The school-to-prison pipeline can impact any child, but profiling in schools means that minorities are disciplined at a disproportionate rate and severity, with major consequences to their long-term well-being.

Of all the K-12 students, minority children are by far the most likely to interact with law enforcement during their schooling years, largely due to the fact that they are much more likely to be disciplined, and disciplined severely, than their white peers who break the same rules.

As we’ve outlined in our review of the school-to-prison pipeline, this makes those students significantly more likely to enter the criminal justice system as adults later in life.

Racial profiling throughout the ages

Considering schools in the United States weren’t even fully segregated until 1970, racial profiling in schools isn’t difficult to imagine.

Racial bias leading to disproportionate punishment began popping up in several major studies in the late ‘90s and 2000s, which found time and time again that minority children were being disciplined unequally by a variety of measures.

More recent research has confirmed that racial profiling of students is still extremely common. Over 70 percent of students involved in school-related arrests are Hispanic or Black, according to the findings of a 2010 EdWeek report. And a 2010 survey found that Black students are three-and-a-half times more likely to be suspended or expelled than their white peers.

Same crime, different time

Minority children aren’t just more likely to be punished – they are more likely to be punished than a white child who expresses the same behavior and commits the same infractions.

A 2008 University of Pittsburgh study called “Racial, Ethnic, and Gender Differences in School Discipline among U.S. High School Students” concluded that the differences between the suspension and expulsion rates were not linked to differences in behavior, and that there was no information to indicate that Black students acted out more than White students. Instead, they found that Black students were being referred to the office for less serious and more subjective reasons. The conclusion was that racial bias was behind the statistical differences.

Further, the discrepancy in punishment of minority children in North Carolina was outlined in a 2012 analysis conducted by the Civil Rights Project at UCLA. It was found that Black students were suspended eight times higher for cell phone use, six times higher for dress code violations, two times higher for disruptive behavior and 10 times higher for displays of affection.

These punishments have become more common and more severe in the past decade due to the rise of zero tolerance policies, which give school faculty more discretion in giving suspensions and expulsions.

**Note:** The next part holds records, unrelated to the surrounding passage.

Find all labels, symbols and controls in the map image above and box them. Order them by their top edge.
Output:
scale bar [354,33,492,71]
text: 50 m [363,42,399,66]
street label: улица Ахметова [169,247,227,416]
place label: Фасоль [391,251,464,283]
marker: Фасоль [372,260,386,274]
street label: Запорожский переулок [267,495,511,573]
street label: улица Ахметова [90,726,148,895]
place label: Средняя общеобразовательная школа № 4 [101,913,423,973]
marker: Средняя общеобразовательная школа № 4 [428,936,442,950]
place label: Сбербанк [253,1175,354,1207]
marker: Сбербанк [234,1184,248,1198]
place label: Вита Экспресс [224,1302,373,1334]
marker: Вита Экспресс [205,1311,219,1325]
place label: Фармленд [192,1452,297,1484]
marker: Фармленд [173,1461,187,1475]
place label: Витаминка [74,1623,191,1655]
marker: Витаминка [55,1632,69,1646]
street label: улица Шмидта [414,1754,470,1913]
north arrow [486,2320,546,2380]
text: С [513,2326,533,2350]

Between 1972 and 2009, the number of secondary school students suspended or expelled over the course of a school year increased about 40 percent, according to the Vera Institute of Justice.

Recognizing the issue as immoral and illegal

Suspending, expelling and arresting minority students at a higher rate than their peers is not only a moral crime but a legal crime as well.

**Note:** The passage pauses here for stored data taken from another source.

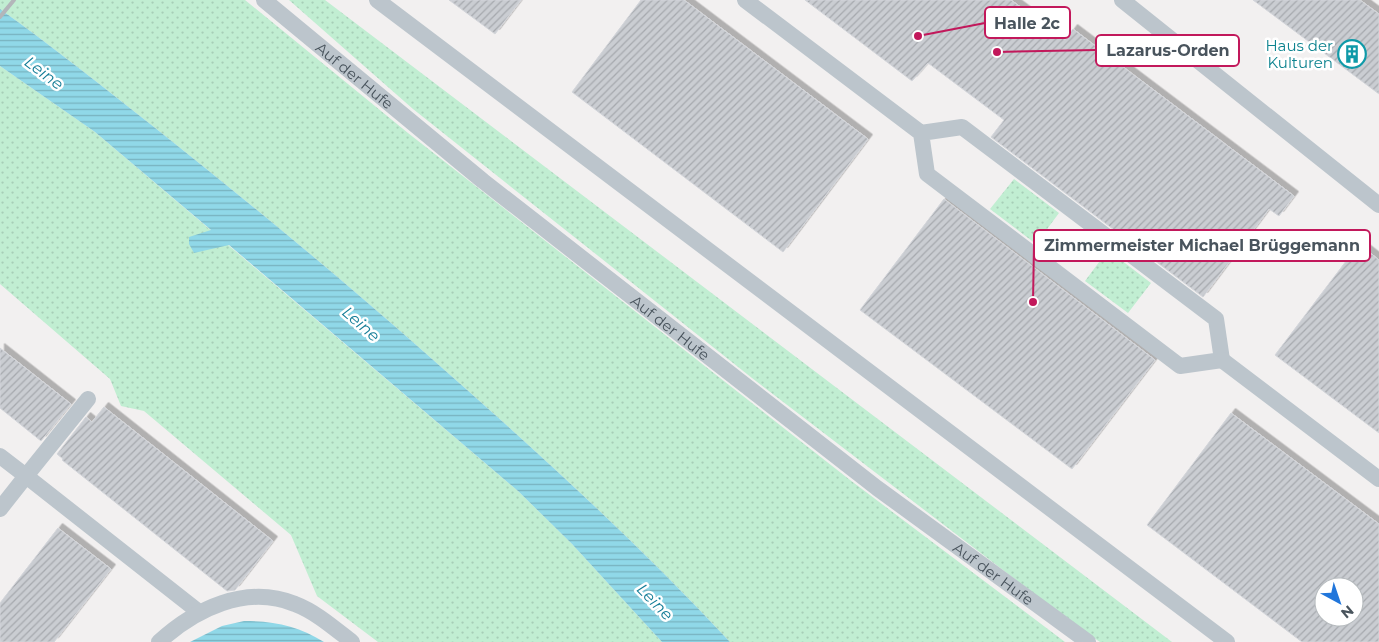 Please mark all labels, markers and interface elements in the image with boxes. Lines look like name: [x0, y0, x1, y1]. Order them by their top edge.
callout: Halle 2c: [985, 7, 1070, 38]
text: Halle 2c: [994, 14, 1060, 33]
callout: Lazarus-Orden: [1096, 35, 1239, 66]
place label: Haus der Kulturen: [1265, 36, 1333, 72]
street label: Auf der Hufe: [312, 38, 398, 113]
building icon: Haus der Kulturen: [1337, 39, 1367, 69]
text: Lazarus-Orden: [1106, 41, 1230, 60]
water label: Leine: [21, 52, 67, 94]
callout: Zimmermeister Michael Brüggemann: [1034, 230, 1370, 261]
text: Zimmermeister Michael Brüggemann: [1044, 236, 1360, 255]
street label: Auf der Hufe: [627, 290, 714, 364]
water label: Leine: [338, 302, 384, 346]
street label: Auf der Hufe: [950, 537, 1038, 609]
north arrow: [1314, 577, 1364, 627]
water label: Leine: [633, 580, 677, 624]
text: N: [1337, 601, 1357, 622]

Schools are required to follow Title VI, which prohibits discrimination based on race. So punishing minorities more frequently than peers is actually illegal, but is also extremely difficult to prove on a case-by-case basis.

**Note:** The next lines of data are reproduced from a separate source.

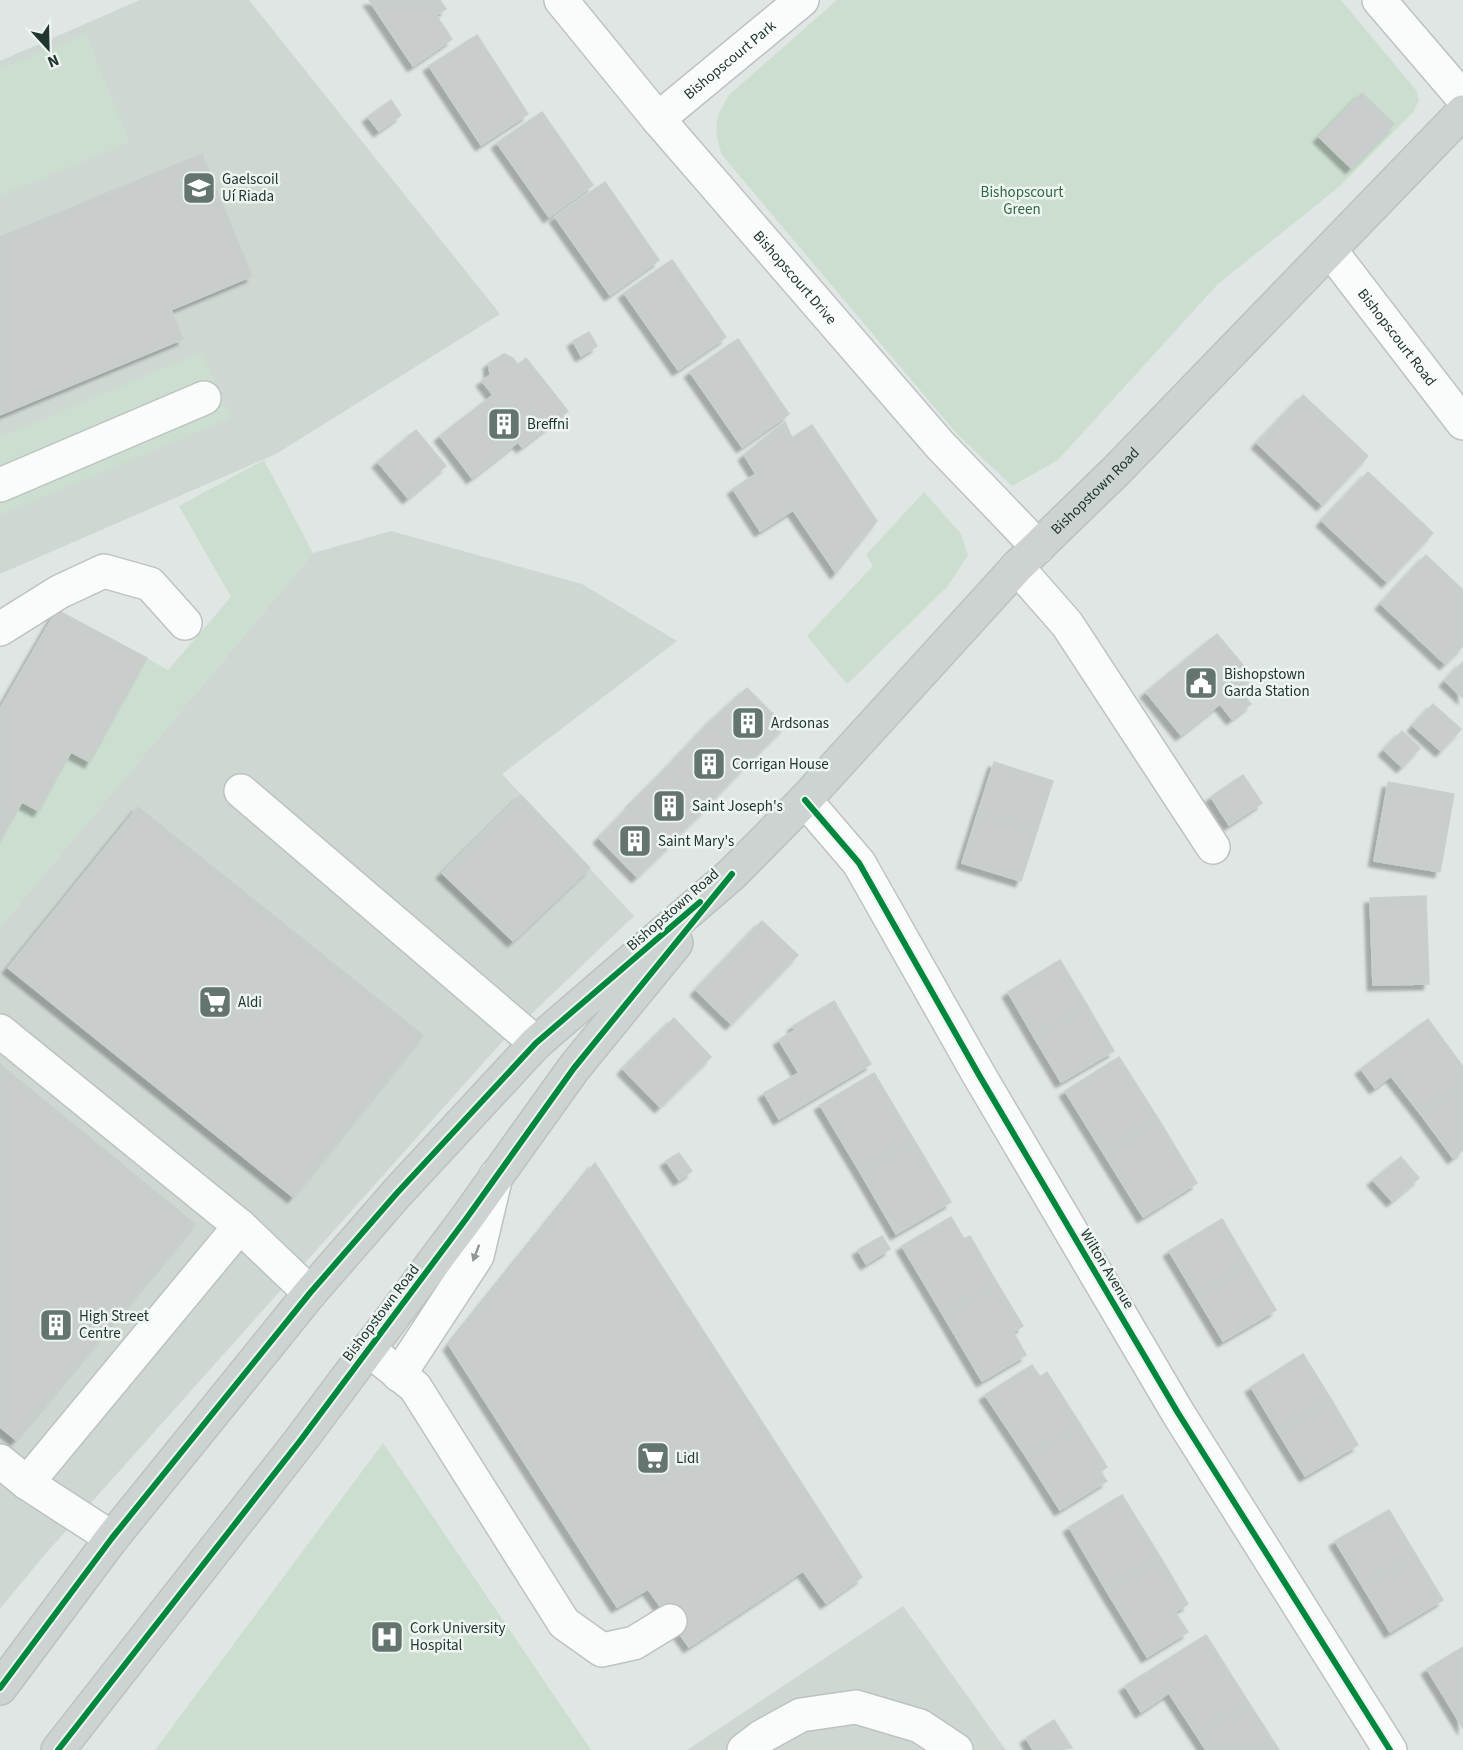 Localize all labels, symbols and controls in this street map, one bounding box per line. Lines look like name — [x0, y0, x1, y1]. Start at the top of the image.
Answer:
street label: Bishopscourt Park — [679, 15, 781, 104]
north arrow — [18, 18, 78, 78]
text: N — [44, 49, 62, 73]
place label: Gaelscoil Uí Riada — [222, 169, 279, 207]
school or university icon: Gaelscoil Uí Riada — [181, 170, 217, 206]
park label: Bishopscourt Green — [981, 182, 1063, 220]
street label: Bishopscourt Drive — [748, 226, 842, 329]
street label: Bishopscourt Road — [1353, 284, 1441, 390]
building icon: Breffni — [486, 406, 522, 442]
place label: Breffni — [527, 414, 569, 435]
street label: Bishopstown Road — [1046, 443, 1144, 539]
place label: Bishopstown Garda Station — [1224, 664, 1310, 702]
public building icon: Bishopstown Garda Station — [1183, 665, 1219, 701]
building icon: Ardsonas — [730, 705, 766, 741]
place label: Ardsonas — [771, 713, 829, 734]
building icon: Corrigan House — [691, 746, 727, 782]
place label: Corrigan House — [732, 754, 829, 775]
building icon: Saint Joseph's — [651, 788, 687, 824]
place label: Saint Joseph's — [692, 796, 783, 817]
building icon: Saint Mary's — [617, 823, 653, 859]
place label: Saint Mary's — [658, 831, 734, 852]
street label: Bishopstown Road — [622, 864, 724, 956]
supermarket icon: Aldi — [197, 984, 233, 1020]
place label: Aldi — [238, 992, 262, 1013]
street label: Wilton Avenue — [1075, 1225, 1139, 1313]
one-way arrow — [471, 1244, 481, 1262]
street label: Bishopstown Road — [338, 1260, 424, 1366]
place label: High Street Centre — [79, 1306, 149, 1344]
building icon: High Street Centre — [38, 1307, 74, 1343]
supermarket icon: Lidl — [635, 1440, 671, 1476]
place label: Lidl — [676, 1448, 699, 1469]
place label: Cork University Hospital — [410, 1618, 506, 1656]
hospital icon: Cork University Hospital — [369, 1619, 405, 1655]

Nonetheless, a 2014 joint letter to all school districts from the U.S. Department of Justice and the Department of Education not only acknowledged racial bias in schools but also outlined how schools can improve upon the issue in order to avoid the serious consequences these punishments have on minority children later in life.

The impacts of disproportionately punishing minorities

The disparities in discipline based upon race mirrors the disparities in the demographics of our adult prison population. And research tells us that this is far from a coincidence.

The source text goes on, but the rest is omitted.